Rabbi Comins is the first to say that people who don't know him might consider him a "space cadet in the midst of very bad mid-life crisis." During his sabbatical, he studied spirituality in nature from various traditions, went on long solo meditation retreats, and participated in two institutes for rabbis in new modes of Jewish spirituality.

But just as his sabbatical was ending, he received, and accepted, the position of spiritual leader of the Jackson Hole Chaverim, in Wyoming. This allows him to live in a place he loves and gives him the flexibility to get TorahTrek off the ground.

Rabbi Comins calls Jackson Hole a "great Jewish community." The Chaverim, the only Jewish institution in town, has about 100 member-units, many of whom are seasonal residents and second home-owners. Still, High Holiday services attract more than 100 worshippers and the Hebrew school enrolls 15 children from first through seventh grades.

Through TorahTrek, he hopes to share the feeling that, as he told his congregation last year in his High Holiday sermon, "we can live our lives in the flow, in listening mode" as "people who are more flexible than rigid, trusting that real security comes more from being in harmony with the world."

From a personal standpoint, Rabbi Comins said, "My transformation has been from standard Jewish belief into kabbalistic and Chasidic expressions of Jewish theology. I try to teach that on the trail."

As far as he knows, TorahTrek's outdoor spiritual education programs are unique, although there are a few other outfits that incorporate Jewish spiritual elements in their trips as well as wilderness trips based on Native American tradition.

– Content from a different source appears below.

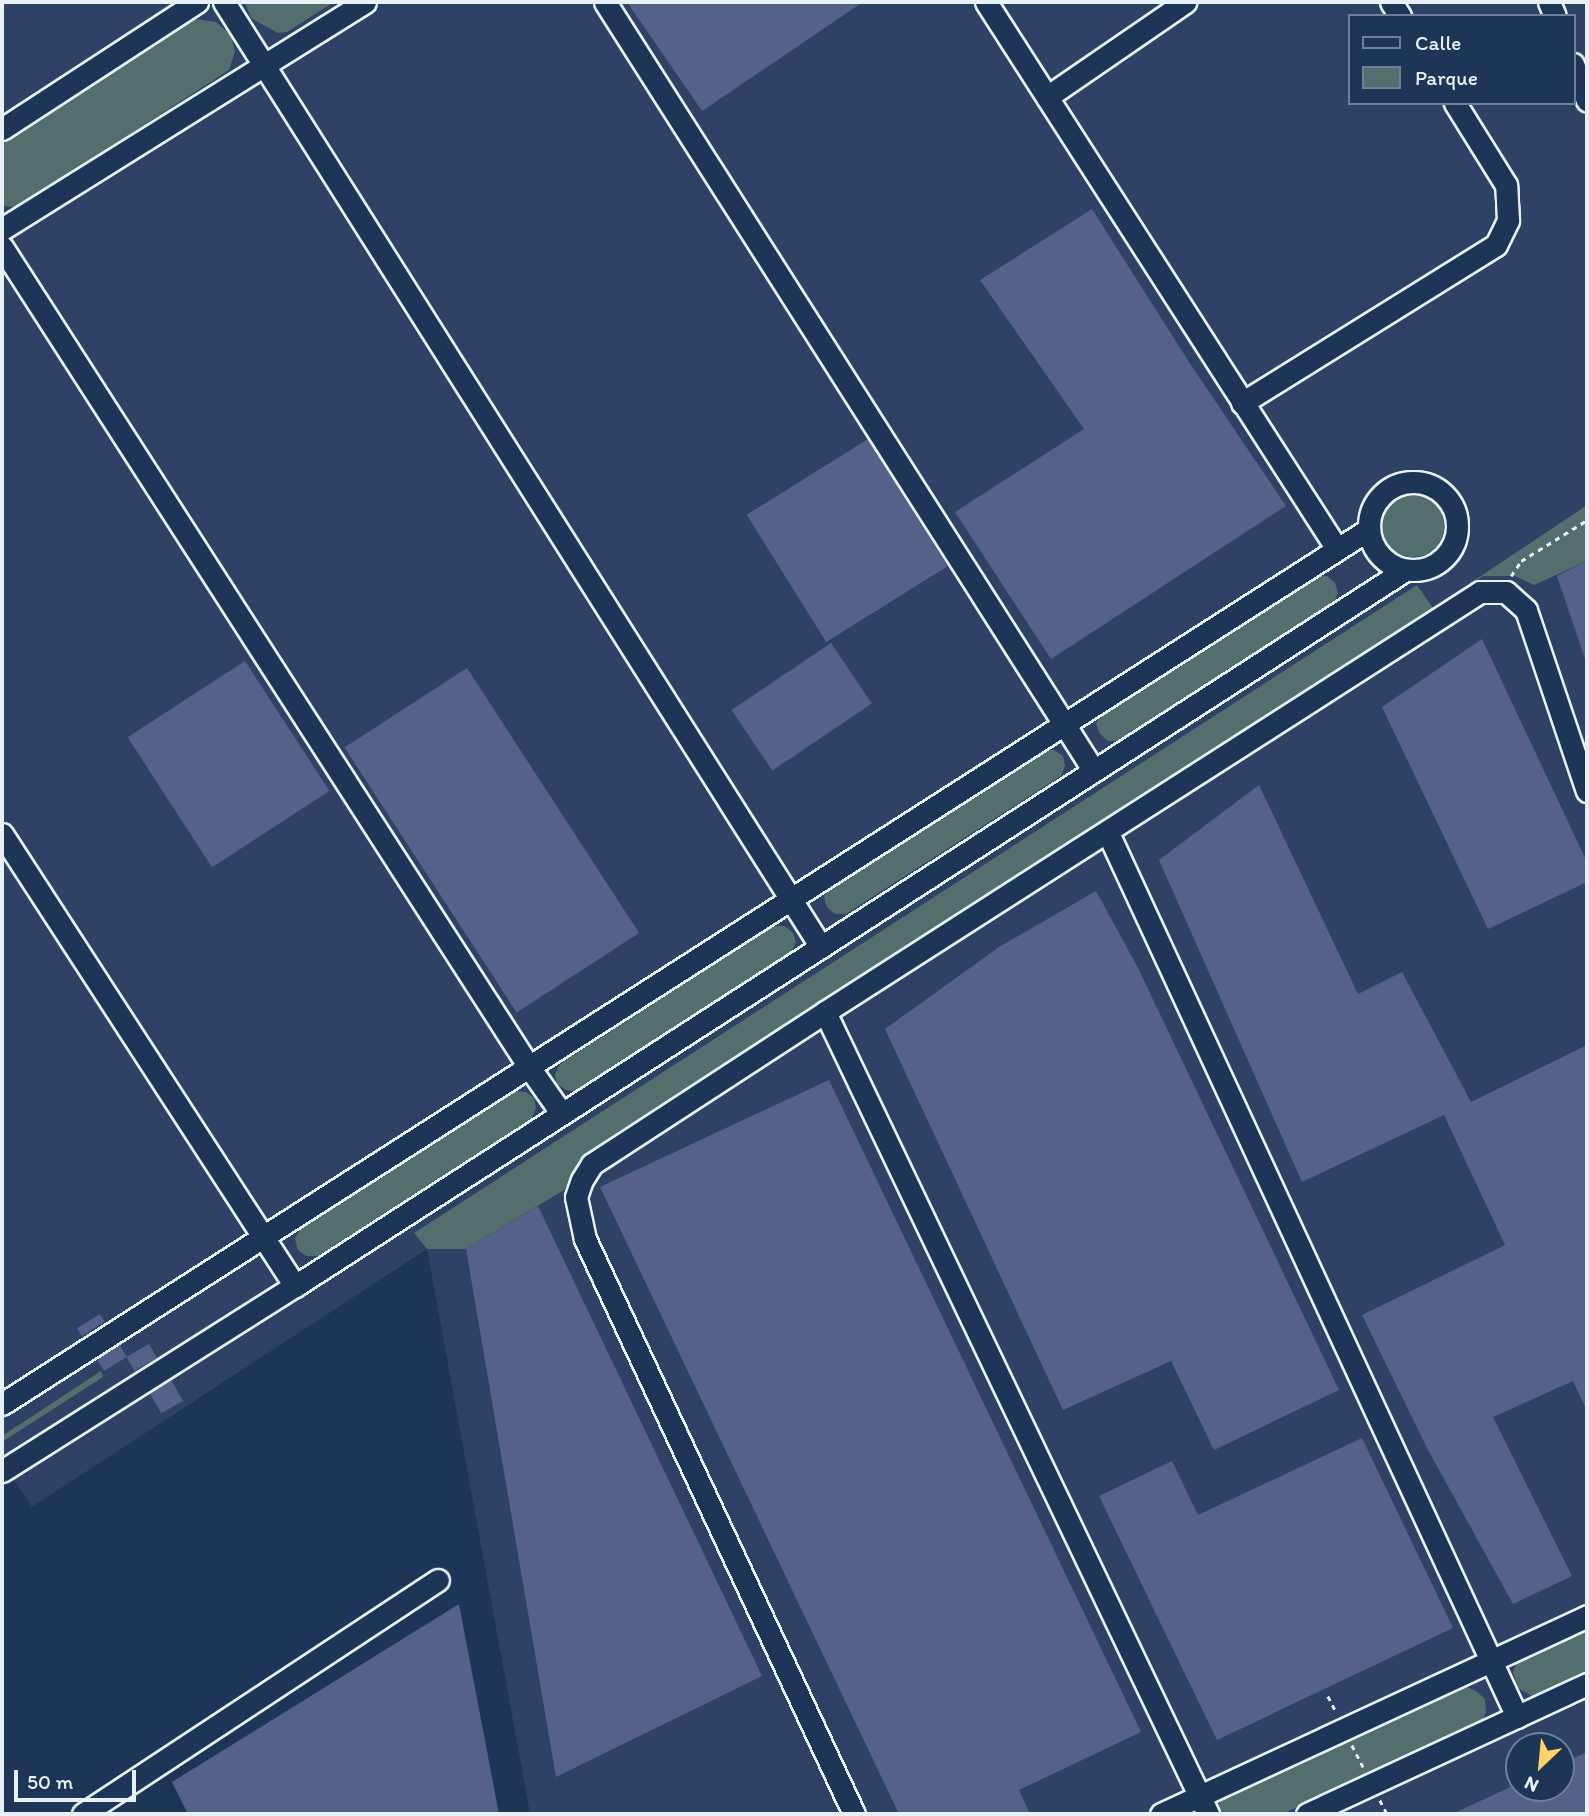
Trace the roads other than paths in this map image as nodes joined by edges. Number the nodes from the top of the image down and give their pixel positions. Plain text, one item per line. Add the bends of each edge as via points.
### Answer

Depending on the trip, Rabbi Comins may have participants walk silently, or follow meditative techniques for walking and studying, or bring their prayer books along with them to read and discuss.

"Anybody can go out in the woods and do the same service they would have done back home. I'm trying for much more than that," said Rabbi Comins, who has to get permission from the appropriate authorities and follow lots of regulations for each site where a trip is held.

Now that TorahTrek has been formed, the rabbi has been spreading the word about it, and business is slowly growing. Last year he had one scholar-in-residence weekend; between now and the summer, he has five such weekends planned. For 2002, three public trips are scheduled and several private ones are in the works.

"This is my life's calling. This is what I was born to do," Rabbi Comins said. "People almost always say they feel a sense of awe in nature. I try to make that connection in Judaism."